Le “problème” urbain
La transformation des modes de vie. Les conséquences de cette évolution de la ville peuvent être positives : l’accès à une plus grande mobilité signifie également un meilleur accès aux équipements, aux loisirs, etc. Mais les conséquences négatives sont connues : ségrégation croissante entre groupes sociaux (jeunes et vieux, riches et pauvres), entre activités, entre zones d’habitat et de travail. Les migrations alternantes croissent démesurément et les transports accaparent une part de plus en plus grande de l’énergie et du temps.

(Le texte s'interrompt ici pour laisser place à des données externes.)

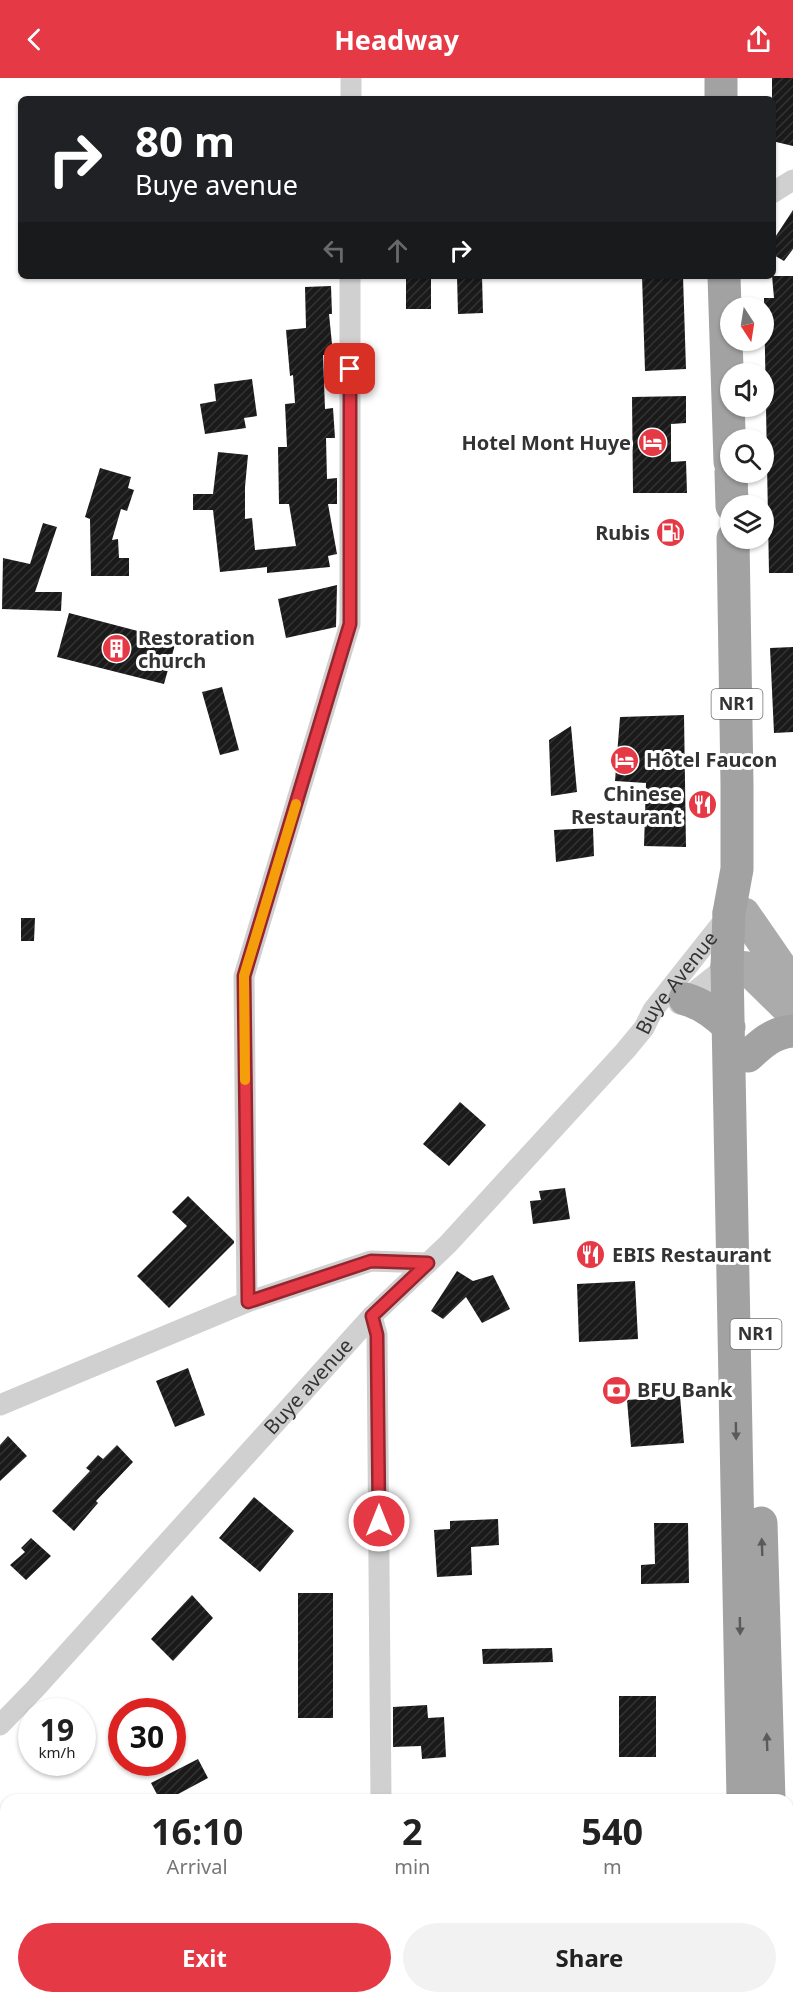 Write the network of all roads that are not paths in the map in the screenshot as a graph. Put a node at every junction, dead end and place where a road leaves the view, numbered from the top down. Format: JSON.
{"nodes":[{"id":1,"x":351,"y":78,"type":"edge"},
{"id":2,"x":721,"y":78,"type":"edge"},
{"id":3,"x":351,"y":96,"type":"edge"},
{"id":4,"x":721,"y":96,"type":"edge"},
{"id":5,"x":793,"y":174,"type":"edge"},
{"id":6,"x":776,"y":176,"type":"edge"},
{"id":7,"x":793,"y":180,"type":"edge"},
{"id":8,"x":776,"y":191,"type":"edge"},
{"id":9,"x":350,"y":279,"type":"edge"},
{"id":10,"x":724,"y":279,"type":"edge"},
{"id":11,"x":729,"y":429,"type":"edge"},
{"id":12,"x":733,"y":549,"type":"edge"},
{"id":13,"x":737,"y":913,"type":"junction"},
{"id":14,"x":737,"y":967,"type":"junction"},
{"id":15,"x":793,"y":985,"type":"edge"},
{"id":16,"x":685,"y":999,"type":"junction"},
{"id":17,"x":793,"y":1013,"type":"edge"},
{"id":18,"x":729,"y":1027,"type":"junction"},
{"id":19,"x":644,"y":1028,"type":"junction"},
{"id":20,"x":793,"y":1031,"type":"edge"},
{"id":21,"x":748,"y":1056,"type":"junction"},
{"id":22,"x":741,"y":1156,"type":"junction"},
{"id":23,"x":428,"y":1263,"type":"junction"},
{"id":24,"x":248,"y":1302,"type":"junction"},
{"id":25,"x":372,"y":1316,"type":"junction"},
{"id":26,"x":0,"y":1405,"type":"edge"},
{"id":27,"x":0,"y":1725,"type":"edge"},
{"id":28,"x":381,"y":1794,"type":"edge"},
{"id":29,"x":743,"y":1794,"type":"edge"},
{"id":30,"x":769,"y":1794,"type":"edge"}],
"edges":[{"from":1,"to":3,"type":"street"},
{"from":2,"to":4,"type":"highway"},
{"from":5,"to":6,"type":"street"},
{"from":7,"to":8,"type":"street"},
{"from":9,"to":24,"type":"street"},
{"from":10,"to":11,"type":"highway"},
{"from":12,"to":13,"type":"highway","number":"NR1"},
{"from":13,"to":14,"type":"highway","number":"NR1"},
{"from":13,"to":15,"type":"main road"},
{"from":13,"to":19,"type":"street","name":"Buye Avenue"},
{"from":14,"to":16,"type":"street","name":"Buye Avenue"},
{"from":14,"to":17,"type":"main road"},
{"from":14,"to":18,"type":"highway","number":"NR1"},
{"from":14,"to":21,"type":"highway","number":"NR1"},
{"from":16,"to":18,"type":"highway"},
{"from":16,"to":19,"type":"street","name":"Buye Avenue"},
{"from":18,"to":22,"type":"highway","number":"NR1"},
{"from":19,"to":23,"type":"street","name":"Buye avenue"},
{"from":20,"to":21,"type":"highway"},
{"from":21,"to":22,"type":"highway","number":"NR1"},
{"from":22,"to":29,"type":"highway","number":"NR1","one_way":true},
{"from":30,"to":22,"type":"highway","number":"NR1","one_way":true},
{"from":23,"to":24,"type":"street"},
{"from":23,"to":25,"type":"street","name":"Buye avenue"},
{"from":24,"to":26,"type":"street"},
{"from":25,"to":27,"type":"street","name":"Buye avenue"},
{"from":25,"to":28,"type":"street"}]} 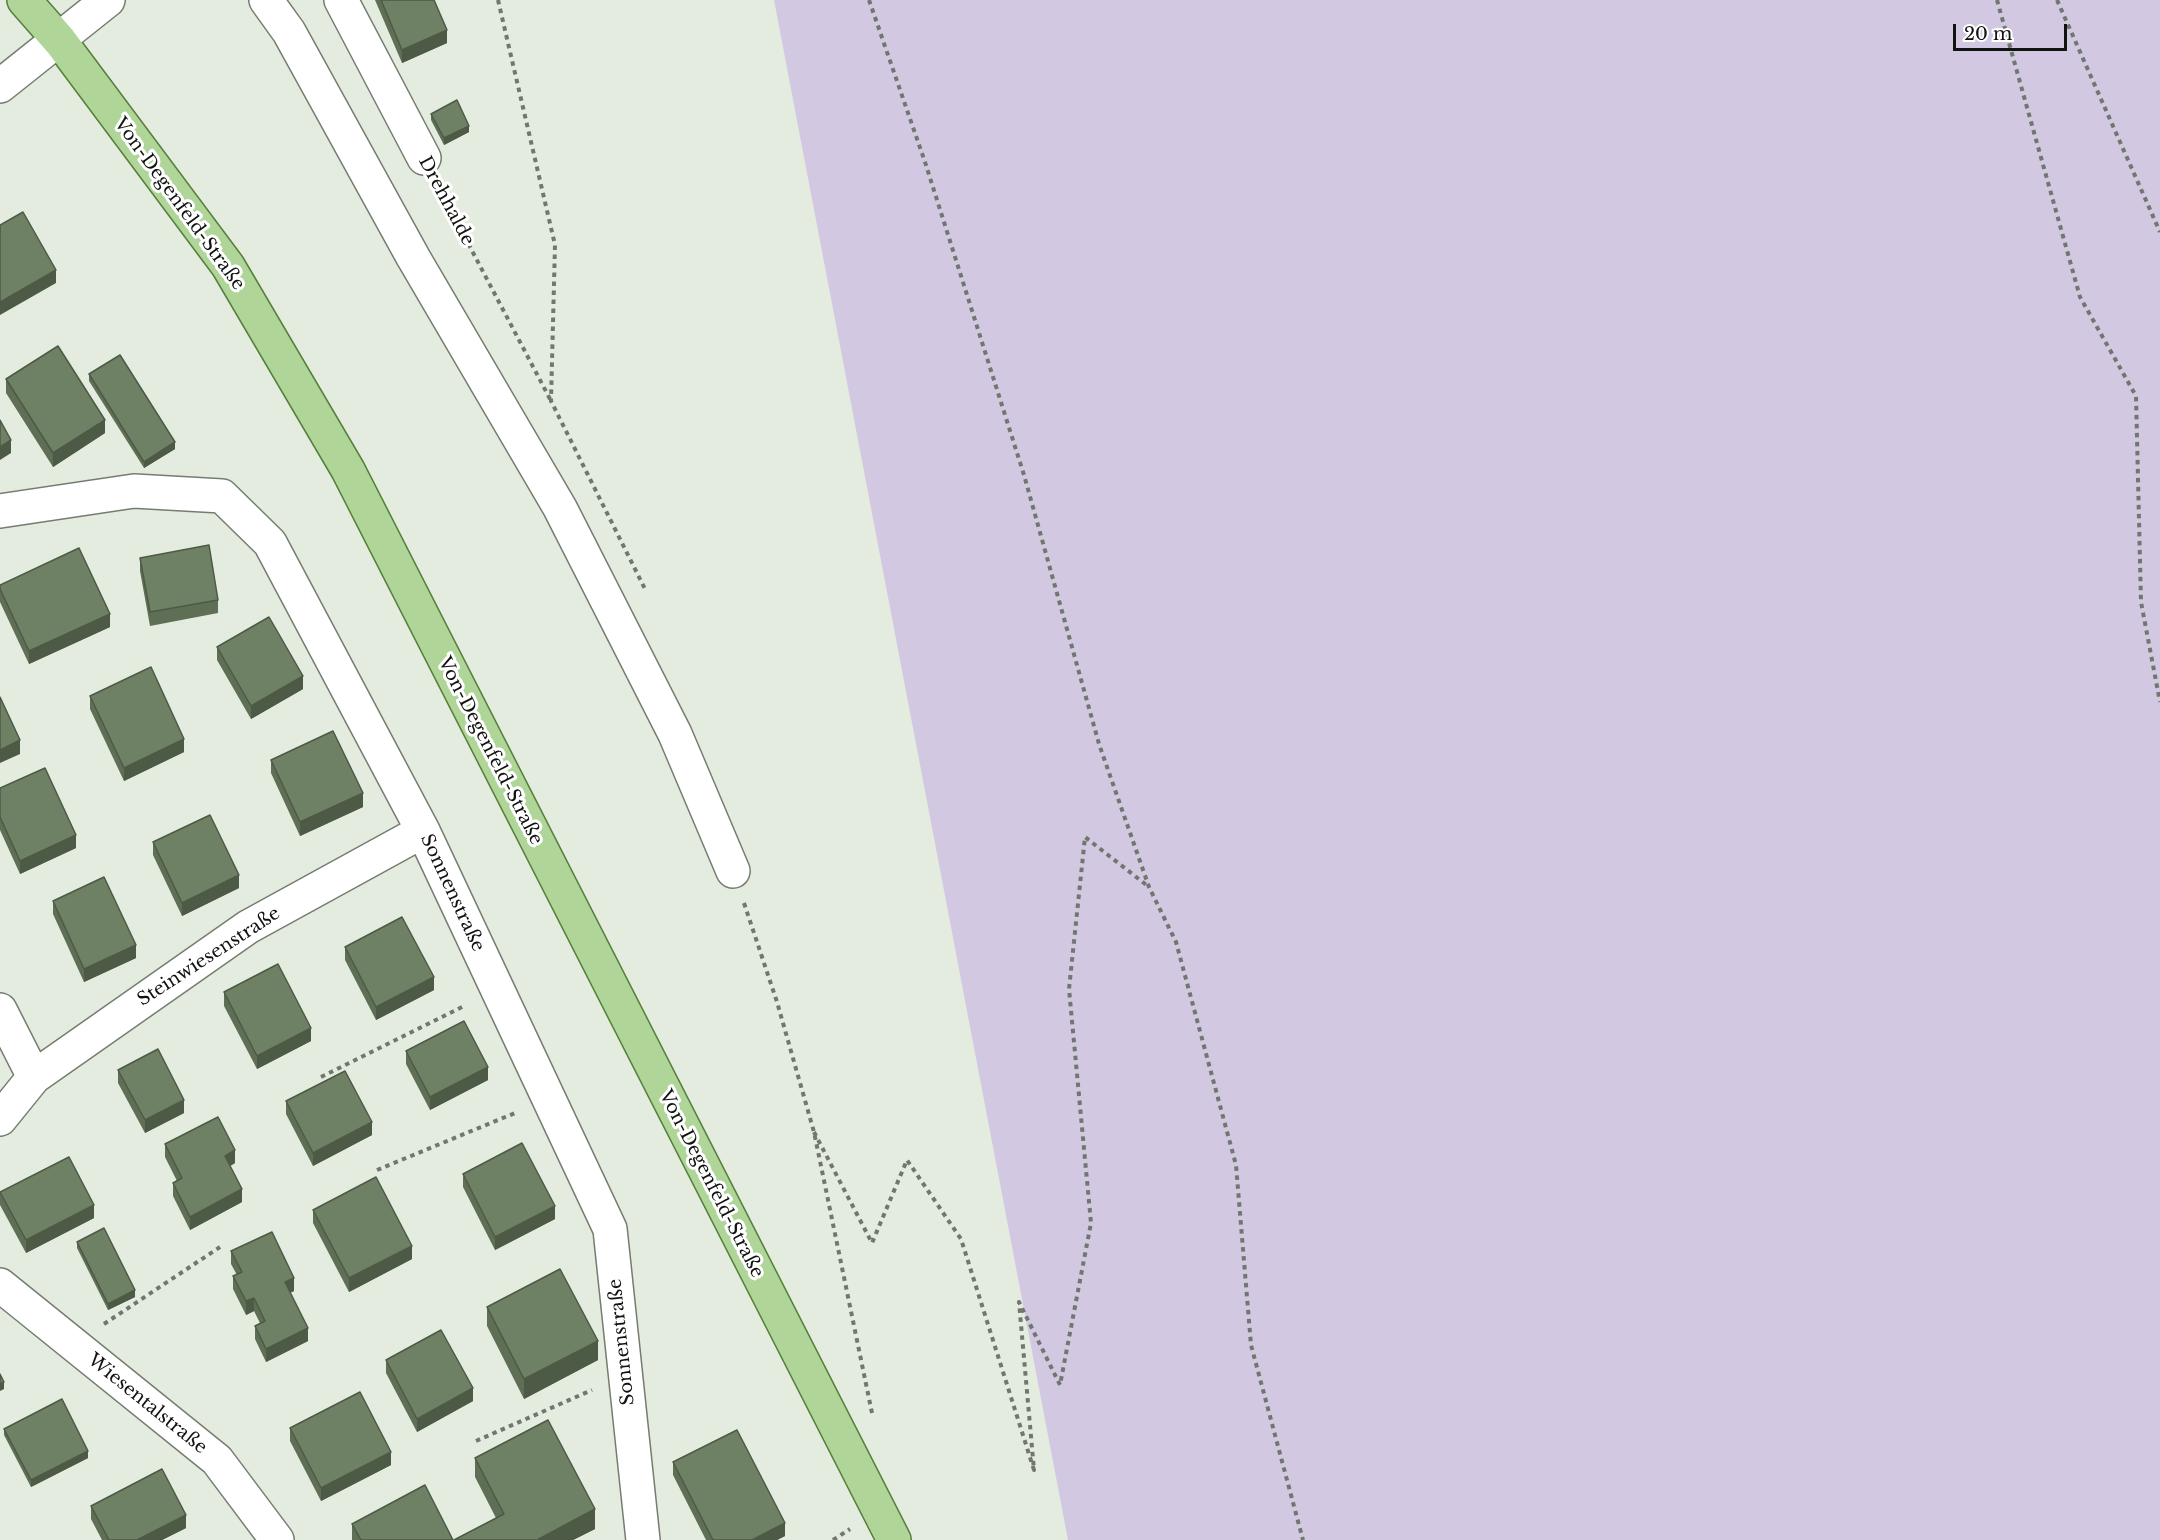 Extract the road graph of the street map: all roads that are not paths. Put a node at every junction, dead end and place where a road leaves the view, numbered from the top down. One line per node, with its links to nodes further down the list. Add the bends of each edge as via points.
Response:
1 (24, 0): 5 (main road, Von-Degenfeld-Straße)
2 (108, 0): 5 (street)
3 (266, 0): 10 (street, via 289,32 413,257 560,508 675,734)
4 (341, 0): 7 (street, Drehhalde)
5 (60, 41): 6 (street); 17 (main road, Von-Degenfeld-Straße, via 228,266 348,470)
6 (0, 86)
7 (424, 158)
8 (0, 510): 9 (street, Sonnenstraße, via 134,492 222,496 270,543)
9 (423, 831): 12 (street, Steinwiesenstraße, via 248,927); 16 (street, Sonnenstraße, via 610,1229)
10 (733, 871)
11 (0, 1010): 12 (street)
12 (34, 1077): 13 (street, Steinwiesenstraße)
13 (0, 1119)
14 (0, 1285): 15 (street, Wiesentalstraße, via 217,1460)
15 (277, 1540)
16 (643, 1540)
17 (894, 1540)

Déficit d’appropriation. Le mode de relation du citadin avec le sol de la ville et le territoire environnant a été bouleversé ; à des parcellaires anciens, traces de modes d’organisation sociale, a succédé le zonage fonctionnel dont le sens est déconnecté de la réalité singulière de chaque ville. À l’appropriation physique de la ville, s’est substitué une appropriation consumériste avec, en corollaire, un déficit d’appropriation culturelle : les deux tiers des citadins d’aujourd’hui n’ont pas de racines urbaines.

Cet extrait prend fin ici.